Wednesday, April 7, 2010

Why is it so hard . . . ?

It seems way too easy to second-guess the financial gurus who failed us and got us into this economic disaster. There must be something I'm missing. If only I understood more, I would see how impossible it was to see it coming.

For example, I fail to see the fallacy in the sensible argument made by Michael Burry, quoted in my 04/04/10 blog, about how he knew when the housing bubble was about to burst:
I waited for the lenders to offer the most risky mortgages conceivable to the least qualified buyers. I knew that would mark the beginning of the end of the housing bubble.
My naive kitchen table economics tells me: You can't make something out of nothing and have it keep on giving; you can't spend more than you make and not have it eventually catch up with you.

Ah, the bliss of ignorance. Thank god, most of us did not know that at the time. We might have become alarmed at what was about to happen. If I was as smart as Alan Greenspan, maybe I would have realized how untrue those slogans were. If I didn't have the advantage of hindsight, maybe I could have been a legendary head of the Federal Reserve system, too.

Not only has Greenspan told us repeatedly that "no one could have predicted" the housing bubble and its devastating bursting, now he's telling a Congressional committee that the banking system has been "undercapitalized" for the past 40 or 50 years, and that the financial system is so complex that regulators don't stand a chance. The answer can't be as simple as "we need better regulation," he says. I think he's saying that it's too complex for any outsider to see what's going on inside the banks, so we just have to rely on banks to regulate themselves.
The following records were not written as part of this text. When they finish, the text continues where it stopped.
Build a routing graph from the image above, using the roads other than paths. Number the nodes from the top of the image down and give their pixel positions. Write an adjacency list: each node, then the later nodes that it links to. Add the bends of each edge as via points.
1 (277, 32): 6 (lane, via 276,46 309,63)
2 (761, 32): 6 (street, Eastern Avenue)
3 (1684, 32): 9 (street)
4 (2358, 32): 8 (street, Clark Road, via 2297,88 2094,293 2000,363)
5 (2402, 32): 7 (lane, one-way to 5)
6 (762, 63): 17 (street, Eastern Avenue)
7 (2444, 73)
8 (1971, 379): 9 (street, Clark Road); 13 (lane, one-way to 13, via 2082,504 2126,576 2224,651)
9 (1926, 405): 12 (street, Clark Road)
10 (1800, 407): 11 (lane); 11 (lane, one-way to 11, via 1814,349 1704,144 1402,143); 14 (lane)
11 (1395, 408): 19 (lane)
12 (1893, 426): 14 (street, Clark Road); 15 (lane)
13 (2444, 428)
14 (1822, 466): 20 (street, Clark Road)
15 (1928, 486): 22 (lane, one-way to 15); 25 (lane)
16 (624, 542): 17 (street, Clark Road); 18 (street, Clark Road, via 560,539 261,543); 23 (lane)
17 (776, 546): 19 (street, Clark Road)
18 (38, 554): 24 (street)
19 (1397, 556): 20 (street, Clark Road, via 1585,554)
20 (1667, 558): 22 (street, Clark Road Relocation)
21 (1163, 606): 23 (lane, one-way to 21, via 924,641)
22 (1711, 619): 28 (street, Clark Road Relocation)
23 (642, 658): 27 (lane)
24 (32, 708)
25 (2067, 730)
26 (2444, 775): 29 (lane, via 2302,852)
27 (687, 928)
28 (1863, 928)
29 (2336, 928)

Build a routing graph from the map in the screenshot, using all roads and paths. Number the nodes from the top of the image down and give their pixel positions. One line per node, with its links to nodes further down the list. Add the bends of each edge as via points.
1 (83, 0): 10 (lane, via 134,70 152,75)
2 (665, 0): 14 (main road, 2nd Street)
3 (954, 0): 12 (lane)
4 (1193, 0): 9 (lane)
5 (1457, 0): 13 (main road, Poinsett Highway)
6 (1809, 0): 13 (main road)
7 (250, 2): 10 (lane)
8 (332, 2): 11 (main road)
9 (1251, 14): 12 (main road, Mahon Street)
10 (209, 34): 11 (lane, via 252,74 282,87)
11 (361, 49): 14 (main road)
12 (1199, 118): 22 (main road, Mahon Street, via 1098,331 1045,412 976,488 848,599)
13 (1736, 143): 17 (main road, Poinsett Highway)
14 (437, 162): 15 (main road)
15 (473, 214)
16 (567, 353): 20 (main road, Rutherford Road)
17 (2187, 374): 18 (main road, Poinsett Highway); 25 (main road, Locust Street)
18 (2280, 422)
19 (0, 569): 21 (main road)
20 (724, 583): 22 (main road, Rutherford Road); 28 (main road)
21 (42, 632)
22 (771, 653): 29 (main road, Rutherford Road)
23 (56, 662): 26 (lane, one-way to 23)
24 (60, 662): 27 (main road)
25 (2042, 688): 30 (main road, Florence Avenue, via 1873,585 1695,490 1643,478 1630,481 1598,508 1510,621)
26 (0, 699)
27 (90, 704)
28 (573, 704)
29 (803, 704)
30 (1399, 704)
Didn't we already try that? Aren't most serious thinkers now saying that's how we got into this mess? I guess I'm just too naive and under-educated to understand how complex it is and how it is a problem without a solution.

Seems to me that the regulations put into effect following the 1930s crash worked pretty well for about six decades. And then they started dismantling them. It's not that they wouldn't work now, it's that the banks have so much power that we probably can't re-impose similar regulations now. And the banks are determined to keep it that way.

The lesson: don't rely on experts who never listen to anyone else except other insider-experts. But what do I know?